Apollo la vide e se ne innamorò, ma lei lo rifiutò e il dio, per convincerla a
cedere, le chiese di esprimere un desiderio: qualsiasi cosa avesse voluto lui
l’avrebbe concessa. E così la giovane raccolse da terra un pugno di sabbia e
domandò di poter vivere tanti anni quanti erano i granelli stretti nella mano,
dimenticando di chiedere che fossero anni di giovinezza. Fu così imprigionata
in una vita da mortale ma allungata a tal punto da divenire insopportabile. La
trasfigurazione di una donna così bella da essere amata da Apollo rappresenta
per Ovidio il fulcro della vicenda. Una metamorfosi estremamente terrena quanto
dolorosa. Perché il corpo della Sibilla non è fatto di essenza divina e lei
stessa lo ribadisce a scanso di equivoci o di sacrileghe attribuzioni: non
vuole essere venerata come una dea né onorata con incensi. La mutazione sarà
completa allorché la Sibilla diventerà invisibile, ma la sua voce continuerà ad
essere udita.
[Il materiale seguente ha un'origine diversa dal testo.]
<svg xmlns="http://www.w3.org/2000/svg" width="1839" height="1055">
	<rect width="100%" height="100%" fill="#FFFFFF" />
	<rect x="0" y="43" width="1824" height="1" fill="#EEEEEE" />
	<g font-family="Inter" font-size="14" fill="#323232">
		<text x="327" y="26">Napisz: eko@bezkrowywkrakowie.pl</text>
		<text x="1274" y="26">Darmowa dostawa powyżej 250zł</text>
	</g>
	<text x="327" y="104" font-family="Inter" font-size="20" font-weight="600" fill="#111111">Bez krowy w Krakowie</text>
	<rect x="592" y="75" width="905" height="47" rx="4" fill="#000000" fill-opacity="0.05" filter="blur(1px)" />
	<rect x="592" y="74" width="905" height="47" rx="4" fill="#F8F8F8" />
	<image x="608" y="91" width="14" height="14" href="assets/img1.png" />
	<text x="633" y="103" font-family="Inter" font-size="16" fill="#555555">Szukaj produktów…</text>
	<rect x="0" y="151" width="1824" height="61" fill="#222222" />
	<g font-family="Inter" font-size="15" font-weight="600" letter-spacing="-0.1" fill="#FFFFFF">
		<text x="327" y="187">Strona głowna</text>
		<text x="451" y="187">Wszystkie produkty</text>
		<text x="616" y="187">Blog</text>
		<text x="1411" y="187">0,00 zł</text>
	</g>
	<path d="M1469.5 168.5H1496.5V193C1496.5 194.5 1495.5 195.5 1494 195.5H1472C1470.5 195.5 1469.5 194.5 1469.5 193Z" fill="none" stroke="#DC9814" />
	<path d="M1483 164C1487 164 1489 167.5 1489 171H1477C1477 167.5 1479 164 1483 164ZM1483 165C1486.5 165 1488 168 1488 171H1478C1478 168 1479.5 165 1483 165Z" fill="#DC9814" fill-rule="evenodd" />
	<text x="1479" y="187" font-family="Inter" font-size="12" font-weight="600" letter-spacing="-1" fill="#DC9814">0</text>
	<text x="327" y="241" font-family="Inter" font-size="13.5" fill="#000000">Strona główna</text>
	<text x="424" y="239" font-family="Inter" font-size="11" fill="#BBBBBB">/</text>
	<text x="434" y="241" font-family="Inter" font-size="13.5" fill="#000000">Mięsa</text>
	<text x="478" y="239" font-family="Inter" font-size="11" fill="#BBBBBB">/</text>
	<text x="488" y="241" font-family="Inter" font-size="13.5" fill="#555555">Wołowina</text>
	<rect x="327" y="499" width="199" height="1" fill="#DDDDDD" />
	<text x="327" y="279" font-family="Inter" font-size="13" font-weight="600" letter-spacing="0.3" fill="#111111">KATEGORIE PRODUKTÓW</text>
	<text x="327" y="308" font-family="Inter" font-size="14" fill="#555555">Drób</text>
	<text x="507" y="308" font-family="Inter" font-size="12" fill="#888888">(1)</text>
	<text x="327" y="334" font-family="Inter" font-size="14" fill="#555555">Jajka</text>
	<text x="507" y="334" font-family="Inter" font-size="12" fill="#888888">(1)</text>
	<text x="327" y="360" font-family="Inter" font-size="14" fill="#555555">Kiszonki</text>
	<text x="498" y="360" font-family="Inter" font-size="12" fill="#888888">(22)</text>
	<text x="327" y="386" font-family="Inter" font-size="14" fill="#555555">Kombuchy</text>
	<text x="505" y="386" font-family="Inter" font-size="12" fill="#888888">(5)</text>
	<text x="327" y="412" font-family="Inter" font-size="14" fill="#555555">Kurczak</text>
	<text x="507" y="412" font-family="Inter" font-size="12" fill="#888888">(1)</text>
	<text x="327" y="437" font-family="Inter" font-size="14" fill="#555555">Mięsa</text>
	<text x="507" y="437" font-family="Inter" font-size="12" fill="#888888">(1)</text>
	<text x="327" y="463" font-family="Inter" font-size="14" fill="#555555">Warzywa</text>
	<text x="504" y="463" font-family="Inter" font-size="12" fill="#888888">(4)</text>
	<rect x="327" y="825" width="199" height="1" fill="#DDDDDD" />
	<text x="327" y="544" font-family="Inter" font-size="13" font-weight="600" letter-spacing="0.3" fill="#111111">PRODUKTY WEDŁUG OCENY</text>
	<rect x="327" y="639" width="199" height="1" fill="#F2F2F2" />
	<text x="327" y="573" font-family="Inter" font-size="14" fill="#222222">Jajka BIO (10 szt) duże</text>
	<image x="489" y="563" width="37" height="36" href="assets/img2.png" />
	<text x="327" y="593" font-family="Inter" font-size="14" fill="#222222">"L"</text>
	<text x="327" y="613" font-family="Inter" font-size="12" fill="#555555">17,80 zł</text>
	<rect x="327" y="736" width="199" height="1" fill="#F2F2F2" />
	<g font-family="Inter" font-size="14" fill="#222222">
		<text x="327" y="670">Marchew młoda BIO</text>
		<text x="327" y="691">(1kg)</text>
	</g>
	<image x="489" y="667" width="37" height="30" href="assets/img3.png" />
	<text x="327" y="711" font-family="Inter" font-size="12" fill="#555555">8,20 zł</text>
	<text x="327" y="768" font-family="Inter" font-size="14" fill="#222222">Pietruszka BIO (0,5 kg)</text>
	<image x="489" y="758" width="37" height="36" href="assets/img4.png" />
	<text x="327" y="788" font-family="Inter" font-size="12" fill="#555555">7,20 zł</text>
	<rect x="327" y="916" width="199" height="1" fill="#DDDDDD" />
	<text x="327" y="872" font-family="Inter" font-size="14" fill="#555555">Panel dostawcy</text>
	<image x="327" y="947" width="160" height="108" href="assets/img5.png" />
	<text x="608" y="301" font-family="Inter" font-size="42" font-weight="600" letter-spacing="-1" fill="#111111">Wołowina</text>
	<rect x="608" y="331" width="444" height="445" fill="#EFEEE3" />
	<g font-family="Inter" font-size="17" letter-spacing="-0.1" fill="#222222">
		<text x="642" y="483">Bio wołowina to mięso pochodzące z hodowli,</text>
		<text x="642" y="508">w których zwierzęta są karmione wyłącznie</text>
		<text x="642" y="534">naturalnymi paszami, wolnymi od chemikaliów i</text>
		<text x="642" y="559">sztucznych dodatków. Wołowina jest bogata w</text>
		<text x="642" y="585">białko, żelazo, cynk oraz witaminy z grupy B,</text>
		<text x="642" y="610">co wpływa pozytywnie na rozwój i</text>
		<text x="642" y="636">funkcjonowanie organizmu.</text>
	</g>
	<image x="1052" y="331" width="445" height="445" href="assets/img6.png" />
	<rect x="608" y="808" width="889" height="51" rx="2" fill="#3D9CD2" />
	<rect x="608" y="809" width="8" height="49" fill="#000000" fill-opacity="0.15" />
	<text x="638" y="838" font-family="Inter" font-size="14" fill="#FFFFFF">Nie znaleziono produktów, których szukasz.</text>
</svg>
Il suo aspetto riflette una malinconica sottomissione. Lo sguardo
fisso a terra, con il capo reclinato in attesa che il dio Apollo discenda nel
suo corpo, è un’immagine che Ovidio riprende dalla divinazione greca e di cui
si serve per dipingere con intensità la sua Sibilla. Per quanto scarso sia il
materiale iconografico superstite relativo alla Sibilla nel mondo romano,
quello di epoca imperiale giunto fino a noi riprende l’immagine offerta da
Ovidio di una giovane nel momento in cui si sottomette alla volontà di Apollo
per farsi interprete e depositaria del suo oracolo, strumento comunicante
del divino col mondo umano. È questa istantanea di una fanciulla seduta con lo
sguardo rivolto a terra e con fare dimesso, nel momento che precede il
vaticinio, che sembra imporsi nell’iconografia artistica augustea e
post-augustea (si veda il celebre affresco di Ercolano); gli artisti accolgono
quindi la versione ovidiana del mito, più umana, rispetto a quella trionfale e
fiera celebrata da Virgilio e immortalata nei volti incisi sulla numismatica
repubblicana.
Tutte
le culture antiche hanno sempre attribuito alla donna una innata capacità
profetica. Si pensava che per sua natura fosse protesa verso il mistero.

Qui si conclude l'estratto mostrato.